(Stored data)
______________________________
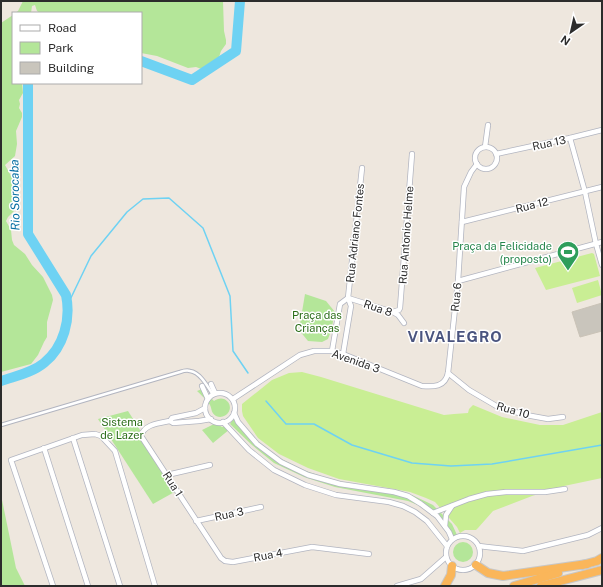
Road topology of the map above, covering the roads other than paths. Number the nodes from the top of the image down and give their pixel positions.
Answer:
1 (488, 125) dead end
2 (602, 130) edge
3 (570, 138) junction
4 (485, 148) junction
5 (412, 154) dead end
6 (496, 154) junction
7 (477, 164) junction
8 (362, 168) dead end
9 (602, 187) edge
10 (585, 192) junction
11 (462, 222) junction
12 (602, 242) edge
13 (596, 244) junction
14 (602, 265) edge
15 (458, 281) junction
16 (348, 298) junction
17 (393, 312) junction
18 (339, 314) junction
19 (349, 316) junction
20 (404, 323) dead end
21 (332, 351) junction
22 (343, 354) junction
23 (448, 373) junction
24 (442, 383) joint
25 (211, 384) dead end
26 (202, 386) dead end
27 (214, 394) junction
28 (233, 399) junction
29 (208, 400) junction
30 (205, 408) junction
31 (234, 413) junction
32 (563, 417) dead end
33 (211, 419) junction
34 (170, 421) junction
35 (223, 422) junction
36 (1, 425) edge
37 (73, 438) junction
38 (44, 448) junction
39 (210, 464) dead end
40 (167, 475) junction
41 (565, 489) dead end
42 (452, 506) junction
43 (261, 507) dead end
44 (433, 513) junction
45 (196, 521) junction
46 (445, 527) junction
47 (602, 528) edge
48 (452, 539) junction
49 (447, 546) junction
50 (479, 546) junction
51 (369, 554) dead end
52 (446, 557) junction
53 (602, 558) edge
54 (225, 561) joint
55 (587, 564) junction
56 (476, 565) junction
57 (452, 566) junction
58 (600, 572) edge
59 (53, 586) edge
60 (88, 586) edge
61 (120, 586) edge
62 (155, 586) edge
63 (397, 586) edge
64 (445, 586) edge
65 (514, 586) edge
66 (541, 586) edge

1 - 4 street
2 - 3 street, Rua 13
3 - 6 street, Rua 13
3 - 10 street
4 - 6 street
4 - 7 street
5 - 17 street, Rua Antonio Helme
6 - 7 street
7 - 11 street, Rua 6
8 - 16 street, Rua Adriano Fontes
9 - 10 street, Rua 12
10 - 11 street, Rua 12
10 - 13 street
11 - 15 street, Rua 6
12 - 13 street
13 - 14 street
13 - 15 street
15 - 23 street, Rua 6
16 - 17 street, Rua 8
16 - 18 street, Rua Adriano Fontes
16 - 19 street, Rua Adriano Fontes
17 - 20 street, Rua 8
18 - 19 street
18 - 21 street, Rua Adriano Fontes
19 - 22 street, Rua Adriano Fontes
21 - 22 street, Avenida 3
21 - 28 street, Avenida 3
22 - 24 street, Avenida 3
23 - 24 street, Rua 6
23 - 32 street, Rua 10
25 - 27 street
26 - 29 street
27 - 28 street
27 - 29 street
27 - 36 lane
28 - 31 street
29 - 30 street
30 - 33 street
30 - 34 street
31 - 35 street
31 - 44 street
33 - 34 street
33 - 35 street
34 - 40 street, Rua 1
35 - 49 street
37 - 38 street
37 - 61 street
37 - 62 street
38 - 59 street
38 - 60 street
39 - 40 street
40 - 45 street, Rua 1
41 - 42 street
42 - 44 street
42 - 46 street
43 - 45 street, Rua 3
44 - 46 street
45 - 54 street, Rua 1
46 - 48 street
47 - 50 street
48 - 49 street
48 - 50 street
49 - 52 street
50 - 56 street
51 - 54 street, Rua 4
52 - 57 street
52 - 63 street
53 - 55 highway
55 - 56 highway
55 - 65 highway
56 - 57 street
57 - 64 highway
58 - 66 highway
______________________________
GOAL OF THE EXERCISE:
Nothing in the entries above should change when they are printed again, except that the pictures are dropped.

SOLUTION FOR THIS PROBLEM:
Road topology of the map above, covering the roads other than paths. Number the nodes from the top of the image down and give their pixel positions.
Answer:
1 (488, 125) dead end
2 (602, 130) edge
3 (570, 138) junction
4 (485, 148) junction
5 (412, 154) dead end
6 (496, 154) junction
7 (477, 164) junction
8 (362, 168) dead end
9 (602, 187) edge
10 (585, 192) junction
11 (462, 222) junction
12 (602, 242) edge
13 (596, 244) junction
14 (602, 265) edge
15 (458, 281) junction
16 (348, 298) junction
17 (393, 312) junction
18 (339, 314) junction
19 (349, 316) junction
20 (404, 323) dead end
21 (332, 351) junction
22 (343, 354) junction
23 (448, 373) junction
24 (442, 383) joint
25 (211, 384) dead end
26 (202, 386) dead end
27 (214, 394) junction
28 (233, 399) junction
29 (208, 400) junction
30 (205, 408) junction
31 (234, 413) junction
32 (563, 417) dead end
33 (211, 419) junction
34 (170, 421) junction
35 (223, 422) junction
36 (1, 425) edge
37 (73, 438) junction
38 (44, 448) junction
39 (210, 464) dead end
40 (167, 475) junction
41 (565, 489) dead end
42 (452, 506) junction
43 (261, 507) dead end
44 (433, 513) junction
45 (196, 521) junction
46 (445, 527) junction
47 (602, 528) edge
48 (452, 539) junction
49 (447, 546) junction
50 (479, 546) junction
51 (369, 554) dead end
52 (446, 557) junction
53 (602, 558) edge
54 (225, 561) joint
55 (587, 564) junction
56 (476, 565) junction
57 (452, 566) junction
58 (600, 572) edge
59 (53, 586) edge
60 (88, 586) edge
61 (120, 586) edge
62 (155, 586) edge
63 (397, 586) edge
64 (445, 586) edge
65 (514, 586) edge
66 (541, 586) edge

1 - 4 street
2 - 3 street, Rua 13
3 - 6 street, Rua 13
3 - 10 street
4 - 6 street
4 - 7 street
5 - 17 street, Rua Antonio Helme
6 - 7 street
7 - 11 street, Rua 6
8 - 16 street, Rua Adriano Fontes
9 - 10 street, Rua 12
10 - 11 street, Rua 12
10 - 13 street
11 - 15 street, Rua 6
12 - 13 street
13 - 14 street
13 - 15 street
15 - 23 street, Rua 6
16 - 17 street, Rua 8
16 - 18 street, Rua Adriano Fontes
16 - 19 street, Rua Adriano Fontes
17 - 20 street, Rua 8
18 - 19 street
18 - 21 street, Rua Adriano Fontes
19 - 22 street, Rua Adriano Fontes
21 - 22 street, Avenida 3
21 - 28 street, Avenida 3
22 - 24 street, Avenida 3
23 - 24 street, Rua 6
23 - 32 street, Rua 10
25 - 27 street
26 - 29 street
27 - 28 street
27 - 29 street
27 - 36 lane
28 - 31 street
29 - 30 street
30 - 33 street
30 - 34 street
31 - 35 street
31 - 44 street
33 - 34 street
33 - 35 street
34 - 40 street, Rua 1
35 - 49 street
37 - 38 street
37 - 61 street
37 - 62 street
38 - 59 street
38 - 60 street
39 - 40 street
40 - 45 street, Rua 1
41 - 42 street
42 - 44 street
42 - 46 street
43 - 45 street, Rua 3
44 - 46 street
45 - 54 street, Rua 1
46 - 48 street
47 - 50 street
48 - 49 street
48 - 50 street
49 - 52 street
50 - 56 street
51 - 54 street, Rua 4
52 - 57 street
52 - 63 street
53 - 55 highway
55 - 56 highway
55 - 65 highway
56 - 57 street
57 - 64 highway
58 - 66 highway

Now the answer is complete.